UAE Sees Surge in Cases (11:03 a.m. NY)
The United Arab Emirates recorded its highest daily new coronavirus cases since July 9, with 541 new diagnoses on Monday compared with 362 the day before. The Gulf state is seeing a surge in cases after it began easing the lock down two months ago and has described the increase as “alarming.”
Florida Has Fewest Cases Since June 15 (10:45 a.m. NY)
Florida reported 623,471 Covid-19 cases on Monday, up 0.3% from a day earlier, compared with an average increase of 0.5% in the previous seven days. The daily increase of 1,885 was the least since June 15.
Case numbers are typically lower in the early part of the week due to reduced lab hours on weekends, but the seven-day rolling case total fell to 20,642, the lowest since June 20, according to the health department report, which includes data through Sunday.
The new daily rate of people testing positive for the first time rose to 5.5% for Sunday, from 5.1% a day earlier.

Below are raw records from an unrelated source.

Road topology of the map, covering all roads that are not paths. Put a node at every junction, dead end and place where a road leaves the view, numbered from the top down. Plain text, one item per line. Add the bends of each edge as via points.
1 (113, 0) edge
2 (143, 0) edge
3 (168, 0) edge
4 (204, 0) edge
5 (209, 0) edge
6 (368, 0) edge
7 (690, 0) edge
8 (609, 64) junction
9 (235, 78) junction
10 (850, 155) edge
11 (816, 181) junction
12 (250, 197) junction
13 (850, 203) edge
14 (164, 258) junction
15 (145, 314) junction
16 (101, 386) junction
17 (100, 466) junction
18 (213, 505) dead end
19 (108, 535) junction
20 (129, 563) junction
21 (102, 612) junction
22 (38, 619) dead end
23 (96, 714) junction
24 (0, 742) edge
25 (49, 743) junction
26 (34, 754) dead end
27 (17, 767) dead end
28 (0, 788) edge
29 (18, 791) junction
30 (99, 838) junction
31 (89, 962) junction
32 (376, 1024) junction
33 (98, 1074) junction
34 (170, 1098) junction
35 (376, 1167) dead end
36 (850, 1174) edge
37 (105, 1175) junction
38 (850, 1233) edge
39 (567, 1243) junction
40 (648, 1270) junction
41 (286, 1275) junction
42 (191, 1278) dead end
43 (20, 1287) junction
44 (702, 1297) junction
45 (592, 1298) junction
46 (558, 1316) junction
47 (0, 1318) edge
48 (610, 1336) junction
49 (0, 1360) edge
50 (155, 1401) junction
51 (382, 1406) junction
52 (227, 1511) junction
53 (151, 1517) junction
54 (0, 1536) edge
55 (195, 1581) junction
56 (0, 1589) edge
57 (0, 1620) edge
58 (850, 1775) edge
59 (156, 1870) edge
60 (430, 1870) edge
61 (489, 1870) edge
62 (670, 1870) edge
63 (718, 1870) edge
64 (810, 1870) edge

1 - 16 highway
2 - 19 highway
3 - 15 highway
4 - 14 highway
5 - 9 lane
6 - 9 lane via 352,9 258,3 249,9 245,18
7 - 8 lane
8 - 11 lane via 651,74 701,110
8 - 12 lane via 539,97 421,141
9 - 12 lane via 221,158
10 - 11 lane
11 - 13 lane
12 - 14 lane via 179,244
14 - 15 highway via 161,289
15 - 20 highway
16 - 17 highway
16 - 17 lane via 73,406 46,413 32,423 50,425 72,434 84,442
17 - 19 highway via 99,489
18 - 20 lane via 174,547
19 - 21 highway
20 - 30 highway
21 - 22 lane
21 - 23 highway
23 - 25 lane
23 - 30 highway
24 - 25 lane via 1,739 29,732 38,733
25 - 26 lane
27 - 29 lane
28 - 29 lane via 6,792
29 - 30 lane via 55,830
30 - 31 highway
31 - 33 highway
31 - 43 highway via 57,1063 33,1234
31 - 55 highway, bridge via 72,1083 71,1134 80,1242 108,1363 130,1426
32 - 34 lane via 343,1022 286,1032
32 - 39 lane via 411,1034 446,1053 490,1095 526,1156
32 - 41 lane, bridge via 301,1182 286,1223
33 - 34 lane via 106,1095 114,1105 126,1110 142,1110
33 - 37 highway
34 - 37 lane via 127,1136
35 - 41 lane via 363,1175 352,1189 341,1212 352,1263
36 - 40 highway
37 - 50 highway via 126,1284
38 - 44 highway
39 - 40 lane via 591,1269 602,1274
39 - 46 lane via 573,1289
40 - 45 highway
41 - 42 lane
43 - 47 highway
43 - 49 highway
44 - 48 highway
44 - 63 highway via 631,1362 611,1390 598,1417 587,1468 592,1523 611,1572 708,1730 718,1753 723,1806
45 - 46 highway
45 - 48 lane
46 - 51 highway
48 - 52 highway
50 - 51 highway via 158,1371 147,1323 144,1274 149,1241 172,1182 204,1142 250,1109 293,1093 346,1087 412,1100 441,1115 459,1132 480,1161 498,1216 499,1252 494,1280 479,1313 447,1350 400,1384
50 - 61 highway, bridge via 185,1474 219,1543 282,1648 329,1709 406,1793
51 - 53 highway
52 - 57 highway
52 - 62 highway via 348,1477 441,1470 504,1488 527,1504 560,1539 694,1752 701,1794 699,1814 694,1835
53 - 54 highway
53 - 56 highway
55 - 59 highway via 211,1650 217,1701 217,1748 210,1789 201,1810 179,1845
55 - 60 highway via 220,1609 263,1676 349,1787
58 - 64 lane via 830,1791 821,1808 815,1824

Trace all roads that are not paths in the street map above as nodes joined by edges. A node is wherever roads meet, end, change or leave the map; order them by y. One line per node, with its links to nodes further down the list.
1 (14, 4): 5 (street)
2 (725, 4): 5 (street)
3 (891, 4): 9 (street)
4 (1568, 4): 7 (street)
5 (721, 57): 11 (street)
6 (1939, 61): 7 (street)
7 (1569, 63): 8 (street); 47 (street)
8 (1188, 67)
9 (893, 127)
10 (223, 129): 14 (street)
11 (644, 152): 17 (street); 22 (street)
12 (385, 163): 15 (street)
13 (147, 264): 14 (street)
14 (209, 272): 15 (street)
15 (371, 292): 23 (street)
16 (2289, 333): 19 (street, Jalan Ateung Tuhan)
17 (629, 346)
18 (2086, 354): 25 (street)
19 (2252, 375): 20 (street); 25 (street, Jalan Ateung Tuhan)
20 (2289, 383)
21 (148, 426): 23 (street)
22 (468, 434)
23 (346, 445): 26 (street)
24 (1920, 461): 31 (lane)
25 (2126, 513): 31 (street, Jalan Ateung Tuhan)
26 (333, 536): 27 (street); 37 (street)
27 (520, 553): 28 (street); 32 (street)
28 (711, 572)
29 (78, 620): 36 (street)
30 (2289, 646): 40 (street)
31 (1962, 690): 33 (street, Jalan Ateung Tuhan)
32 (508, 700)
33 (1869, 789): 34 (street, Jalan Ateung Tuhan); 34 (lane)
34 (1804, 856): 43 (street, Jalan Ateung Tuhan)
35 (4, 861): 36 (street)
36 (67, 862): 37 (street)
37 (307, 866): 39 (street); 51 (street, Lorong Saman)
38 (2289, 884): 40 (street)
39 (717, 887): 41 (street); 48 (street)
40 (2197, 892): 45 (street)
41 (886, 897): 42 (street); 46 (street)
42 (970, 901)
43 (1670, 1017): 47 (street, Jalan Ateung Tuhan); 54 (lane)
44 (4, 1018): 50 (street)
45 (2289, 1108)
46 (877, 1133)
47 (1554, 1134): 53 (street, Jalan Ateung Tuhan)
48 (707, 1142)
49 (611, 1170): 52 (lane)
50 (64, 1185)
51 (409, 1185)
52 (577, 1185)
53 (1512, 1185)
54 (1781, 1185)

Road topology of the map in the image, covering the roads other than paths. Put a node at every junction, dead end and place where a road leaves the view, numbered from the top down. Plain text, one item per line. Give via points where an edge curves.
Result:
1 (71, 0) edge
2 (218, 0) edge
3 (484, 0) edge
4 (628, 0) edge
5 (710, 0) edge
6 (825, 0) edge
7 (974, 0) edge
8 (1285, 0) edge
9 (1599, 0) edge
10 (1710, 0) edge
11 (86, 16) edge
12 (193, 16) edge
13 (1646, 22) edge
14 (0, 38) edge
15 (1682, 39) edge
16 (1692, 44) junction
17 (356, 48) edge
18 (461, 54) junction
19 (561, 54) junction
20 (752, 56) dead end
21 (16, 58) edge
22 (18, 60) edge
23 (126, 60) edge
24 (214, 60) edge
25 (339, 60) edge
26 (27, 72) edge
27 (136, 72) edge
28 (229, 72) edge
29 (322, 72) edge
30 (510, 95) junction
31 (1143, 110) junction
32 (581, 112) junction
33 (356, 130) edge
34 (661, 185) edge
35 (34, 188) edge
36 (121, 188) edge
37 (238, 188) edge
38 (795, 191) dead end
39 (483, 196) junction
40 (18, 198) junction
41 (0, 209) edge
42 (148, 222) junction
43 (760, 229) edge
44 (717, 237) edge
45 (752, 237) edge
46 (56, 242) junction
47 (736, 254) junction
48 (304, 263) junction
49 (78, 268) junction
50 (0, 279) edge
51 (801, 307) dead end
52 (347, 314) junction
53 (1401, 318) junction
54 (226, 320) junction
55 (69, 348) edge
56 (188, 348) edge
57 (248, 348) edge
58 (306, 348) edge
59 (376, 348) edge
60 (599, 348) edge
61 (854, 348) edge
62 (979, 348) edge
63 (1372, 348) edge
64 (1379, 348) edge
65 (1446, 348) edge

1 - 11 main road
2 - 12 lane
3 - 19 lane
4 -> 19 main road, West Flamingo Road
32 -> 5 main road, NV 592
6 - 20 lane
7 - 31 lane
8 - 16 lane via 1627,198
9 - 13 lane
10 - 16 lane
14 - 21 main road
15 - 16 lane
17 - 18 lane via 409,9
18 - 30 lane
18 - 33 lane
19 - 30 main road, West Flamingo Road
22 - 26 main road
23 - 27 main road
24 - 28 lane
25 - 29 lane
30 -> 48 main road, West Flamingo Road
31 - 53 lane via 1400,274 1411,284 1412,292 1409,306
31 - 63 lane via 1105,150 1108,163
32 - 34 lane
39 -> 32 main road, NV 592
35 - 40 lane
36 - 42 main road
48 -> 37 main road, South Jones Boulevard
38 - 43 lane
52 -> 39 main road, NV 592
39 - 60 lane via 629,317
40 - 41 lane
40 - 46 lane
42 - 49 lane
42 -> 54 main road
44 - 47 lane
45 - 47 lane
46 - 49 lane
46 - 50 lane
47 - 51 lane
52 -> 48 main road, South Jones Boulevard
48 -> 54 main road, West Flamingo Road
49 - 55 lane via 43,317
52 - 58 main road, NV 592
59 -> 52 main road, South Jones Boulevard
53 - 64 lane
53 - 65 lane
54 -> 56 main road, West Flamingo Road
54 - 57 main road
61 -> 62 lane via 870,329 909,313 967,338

That’s in line with the average over the past week. The weekly mean positivity rate is now about half of what it was at the start of August.
Deaths among Florida residents reached 11,187, an increase of 68, or 1.1%, and the seven-day rolling total was under 1,000 for the 10th straight day. Deaths often trail infections by weeks, and generally take even longer to be reflected in the data.
NYC Mayor to Delay Layoff Notices (10:40 a.m. NY)
New York Mayor Bill de Blasio said he agreed to delay layoff notices that were set to go out Monday after municipal unions told him they would help push for state legislation to authorize city borrowing.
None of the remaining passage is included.